Context: Main Sunday Parish Mass with an urban congregation of mixed ages and ethnicities
Aim: What do we do now that Easter has come?


He is gone. Our Lord, the saviour, the one to lead us out of oppression in this life, the one to restore us to God - He is gone. The overwhelming feeling of loss, three Sundays in, is tempered somewhat by proclamations from trusted friends that they have seen Him, spoken to Him, eaten with Him. Most of the twelve have been in the presence of a seemingly ghostly visage that appeared in a locked room. But the question remains, what do we do now? He isn’t here like He was before, everything is different, all things have changed.

The disciples are wandering around bewildered, no clue what they are to do next and like sheep without a shepherd - these men are followers, disciples and their master has left them. Peter emerges as the leader, so often he has been their mouthpiece, now he must take the mantle - and where does he lead them? Back into the mission field? Back to those who flocked to the Lord, for healing and teaching, for direction and compassion? No, Peter does what he knows best. He returns to his boat, to his former occupation, to the life he once knew seeking stability upon the waters of Galilee.

And void of any better option, the others follow. Some of them too are fishermen, for whom this path just makes sense. Others are not, they are those who have plied their trade on land, and yet, they go too. Because nothing makes sense anymore. Their very existence is utterly upturned.


They get into the boat. We are not told what preparation had to be made. Had this boat been in storage these three years? Were the nets in good order? Were the hired hands still around? The fact that these details are lacking doesn’t weaken the narrative, it simply shows how easy it was for them to turn their hand back to what they knew, to return to a life pre-call. They immediately left their boats to follow Him, and now, almost as immediate, they return to the comfort of their previously known life.
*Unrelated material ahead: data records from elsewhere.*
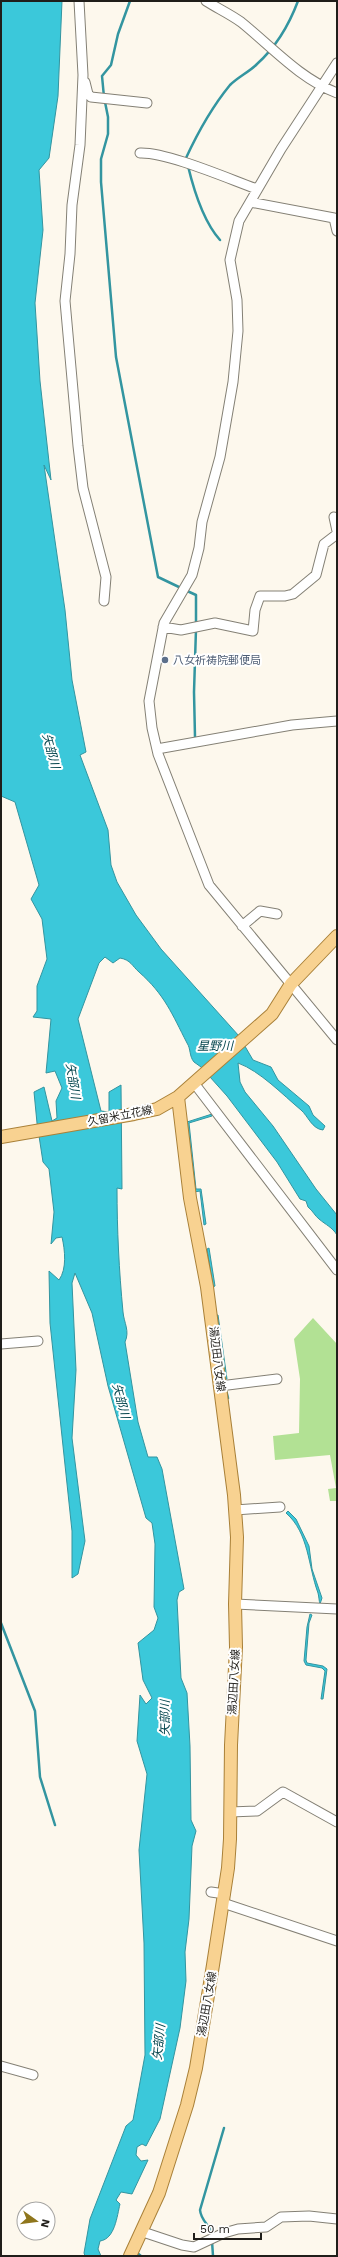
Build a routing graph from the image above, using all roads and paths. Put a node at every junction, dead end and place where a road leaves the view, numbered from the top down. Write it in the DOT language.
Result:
graph roads {
  1 [pos="79,1"];
  2 [pos="206,1"];
  3 [pos="337,63"];
  4 [pos="83,75"];
  5 [pos="321,87"];
  6 [pos="337,93"];
  7 [pos="147,103"];
  8 [pos="140,153"];
  9 [pos="257,189"];
  10 [pos="250,202"];
  11 [pos="337,231"];
  12 [pos="334,517"];
  13 [pos="337,533"];
  14 [pos="104,601"];
  15 [pos="163,627"];
  16 [pos="337,721"];
  17 [pos="157,749"];
  18 [pos="276,914"];
  19 [pos="242,926"];
  20 [pos="337,936"];
  21 [pos="291,984"];
  22 [pos="326,1025"];
  23 [pos="337,1026"];
  24 [pos="337,1040"];
  25 [pos="196,1081"];
  26 [pos="178,1097"];
  27 [pos="1,1138"];
  28 [pos="337,1270"];
  29 [pos="38,1341"];
  30 [pos="1,1344"];
  31 [pos="277,1378"];
  32 [pos="220,1386"];
  33 [pos="280,1507"];
  34 [pos="235,1510"];
  35 [pos="235,1604"];
  36 [pos="337,1609"];
  37 [pos="230,1812"];
  38 [pos="337,1822"];
  39 [pos="211,1892"];
  40 [pos="224,1899"];
  41 [pos="337,1941"];
  42 [pos="1,2066"];
  43 [pos="33,2075"];
  44 [pos="337,2219"];
  45 [pos="143,2232"];
  46 [pos="130,2256"];
  1 -- 4 [label="street"];
  2 -- 5 [label="street"];
  3 -- 5 [label="street"];
  4 -- 7 [label="street"];
  4 -- 14 [label="street"];
  5 -- 6 [label="street"];
  5 -- 9 [label="street"];
  8 -- 9 [label="street"];
  9 -- 10 [label="street"];
  10 -- 11 [label="street"];
  10 -- 15 [label="street"];
  12 -- 13 [label="street"];
  13 -- 15 [label="street"];
  15 -- 17 [label="street"];
  16 -- 17 [label="street"];
  17 -- 19 [label="street"];
  18 -- 19 [label="street"];
  19 -- 21 [label="street"];
  20 -- 21 [label="main road, 久留米立花線"];
  21 -- 22 [label="street"];
  21 -- 25 [label="main road, 久留米立花線"];
  22 -- 23 [label="street"];
  22 -- 24 [label="street"];
  25 -- 26 [label="main road, 久留米立花線"];
  25 -- 28 [label="street"];
  26 -- 27 [label="main road, 久留米立花線"];
  26 -- 32 [label="main road, 湯辺田八女線"];
  29 -- 30 [label="street"];
  31 -- 32 [label="street"];
  32 -- 34 [label="main road, 湯辺田八女線"];
  33 -- 34 [label="street"];
  34 -- 35 [label="main road, 湯辺田八女線"];
  35 -- 36 [label="street"];
  35 -- 37 [label="main road, 湯辺田八女線"];
  37 -- 38 [label="street"];
  37 -- 40 [label="main road, 湯辺田八女線"];
  39 -- 40 [label="street"];
  40 -- 41 [label="street"];
  40 -- 45 [label="main road, 湯辺田八女線"];
  42 -- 43 [label="street"];
  44 -- 45 [label="street"];
  45 -- 46 [label="main road, 湯辺田八女線"];
}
But things are different. They spend all night in the boat, casting out and pulling in, going through the usual rigmarole of fishing, hard labour, much sweating, out of practice experts with disillusioned amateurs in tow. It cannot have been easy - and their efforts are fruitless. Perhaps those three years off have robbed them of their former skill, perhaps the presence of those who have never fished held them back, perhaps their hearts were simply not in it. Whatever the cause, no fish are caught.

And then. A mysterious stranger appears on the shore. Too far away for them to see clearly, but close enough that His voice drifts across the waves. Children, He says. Not patronising them, not condescending, but in love. A paternal love, that has seen their effort and lack of result and now offers guidance. I don’t know about you, but I don’t take kindly to strangers informing me how to do my job, especially if I don’t know their experience, qualification or credential, but without argument or hesitation, they do as He suggests- casting the net on the other side - as if that might make a difference, as if fish don’t move around in the water from one side to the other, darting this way and that.
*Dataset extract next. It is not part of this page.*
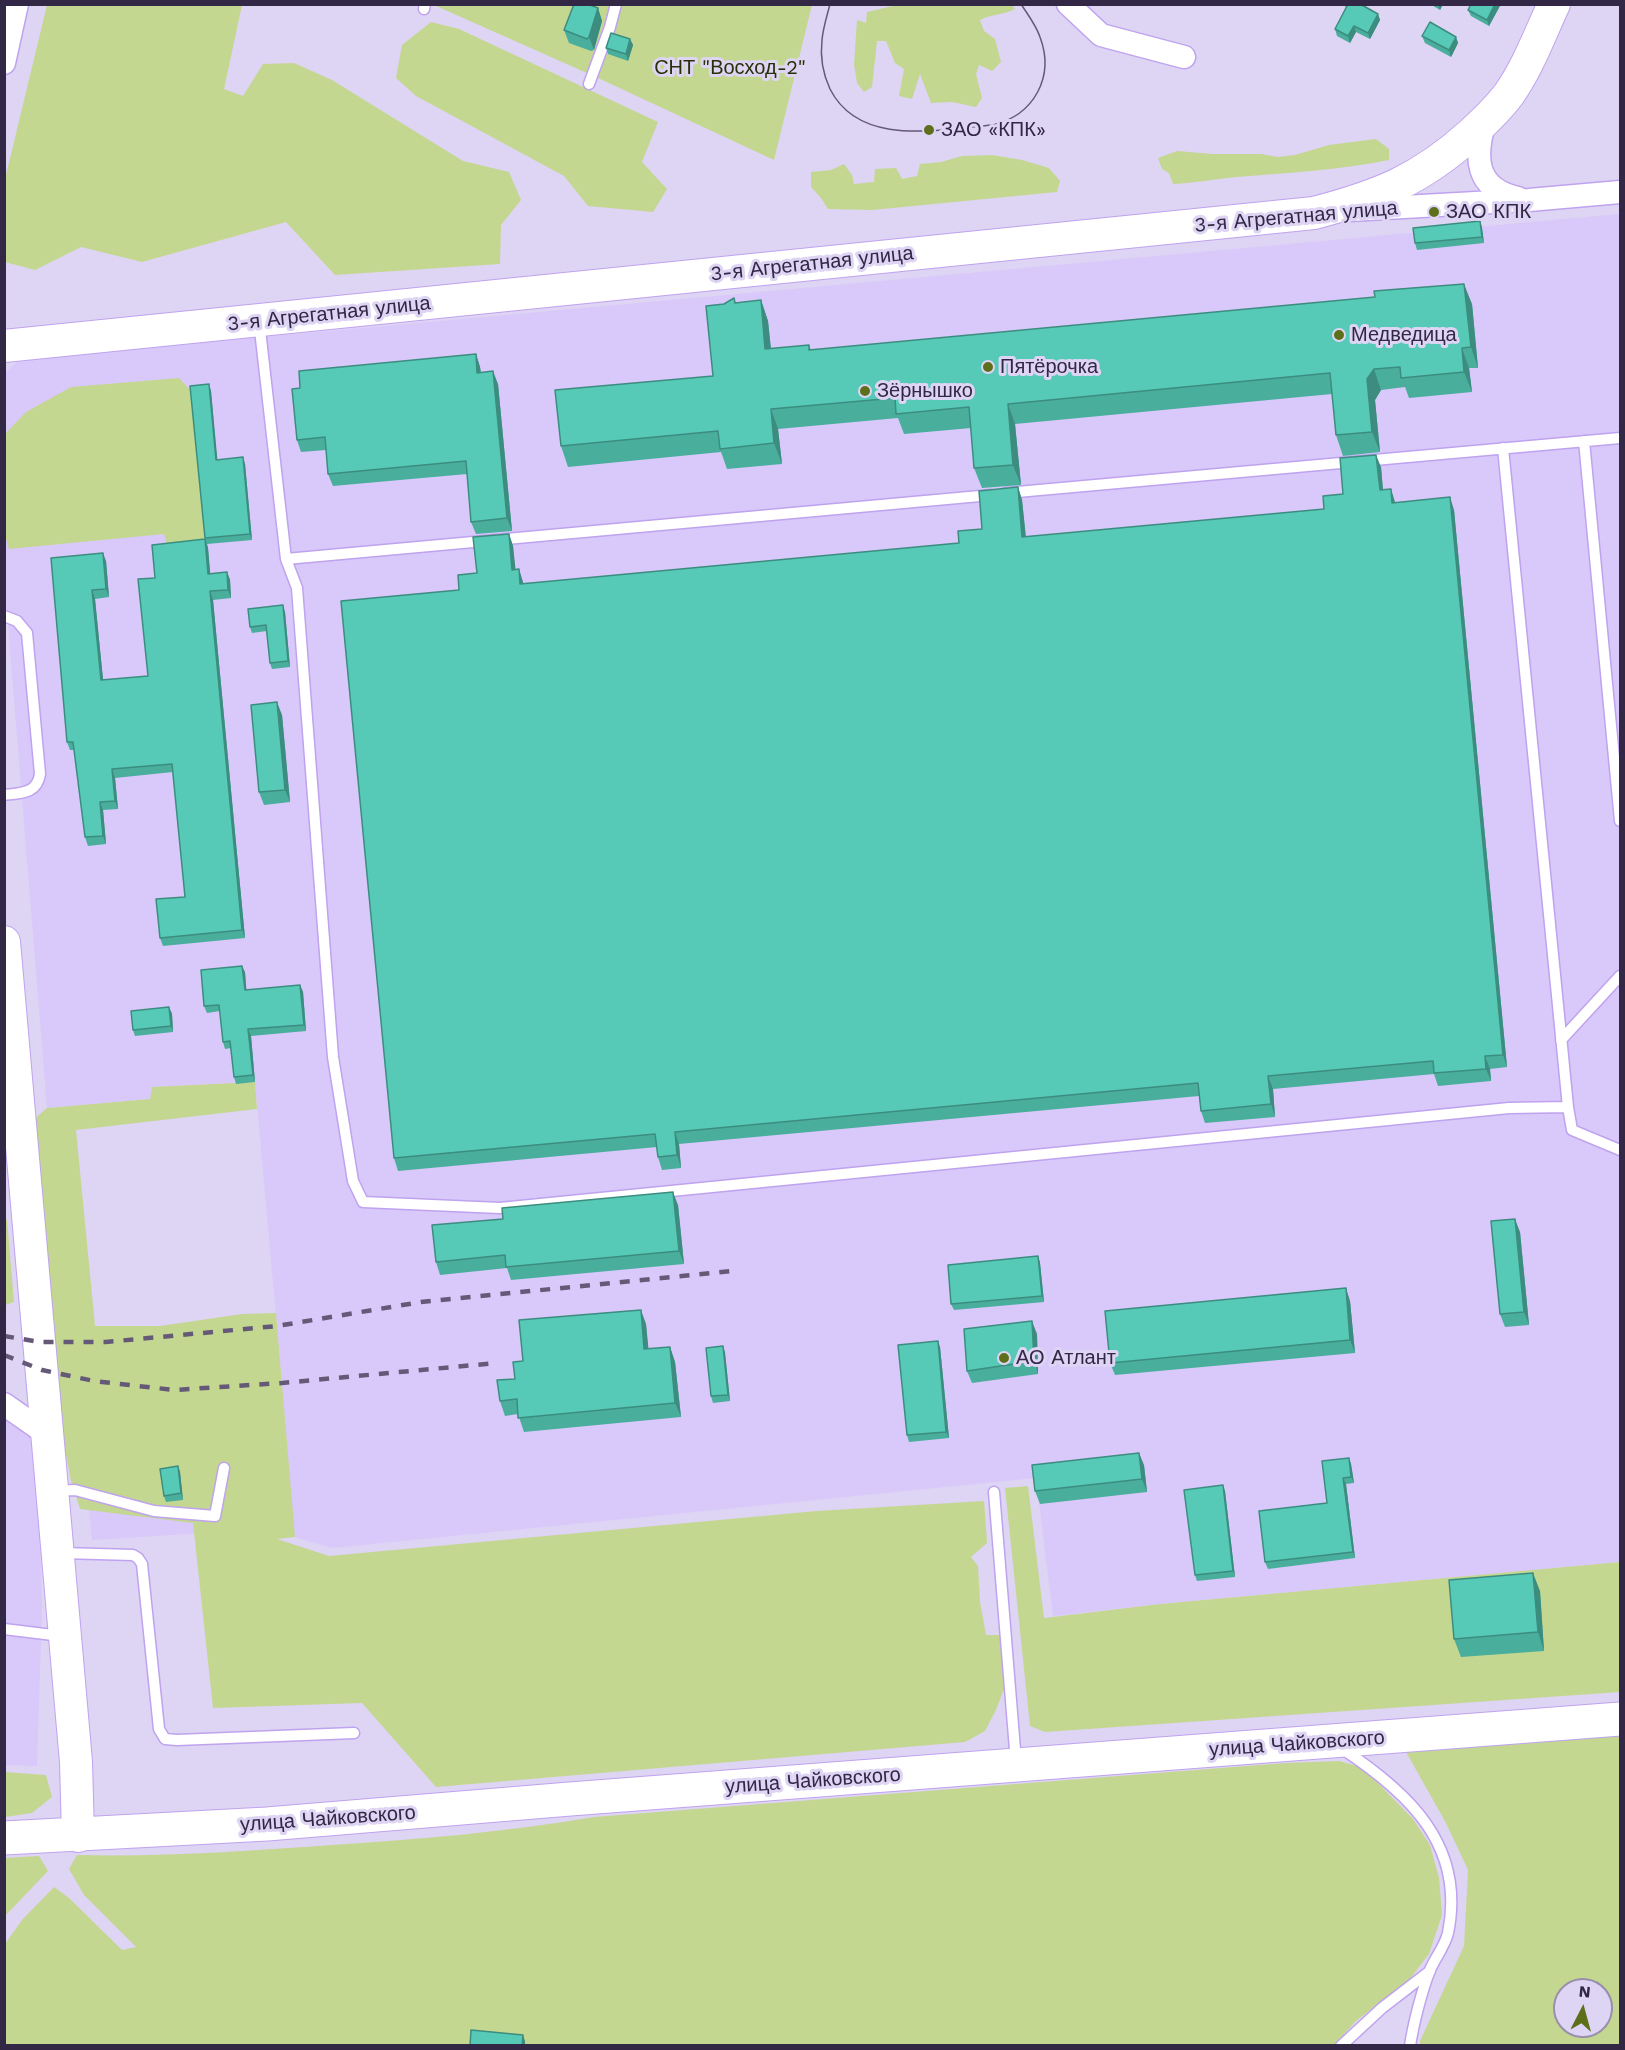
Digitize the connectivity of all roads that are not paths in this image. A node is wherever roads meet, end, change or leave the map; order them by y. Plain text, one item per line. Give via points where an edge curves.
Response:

But of course, it does make a difference. The net bulges with fish. The ropes strain under the sheer volume. Every sinew of each arm heaves against the weight - and then it is clear who this stranger is as John proclaims, boldly – ‘It Is The Lord.’

It is the Lord.


Peter does not wait. There is a desperation in his action as he drops his hold on the nets, hastily undresses and dives into the water -- swimming with frantic need to reach the shore, to see Him.

A few weeks ago we walked with Christ through Holy Week and for these last weeks we have wandered with the disciples in this dazed confusion - but He has come to us, to be with us, to guide us, to love us. His death has saved the world and His resurrection has flung wide the gates of Heaven so that we too may proclaim - IT IS THE LORD.

Step out of the boat dear friends - swim frantically for the shore - and the embrace of the Lord.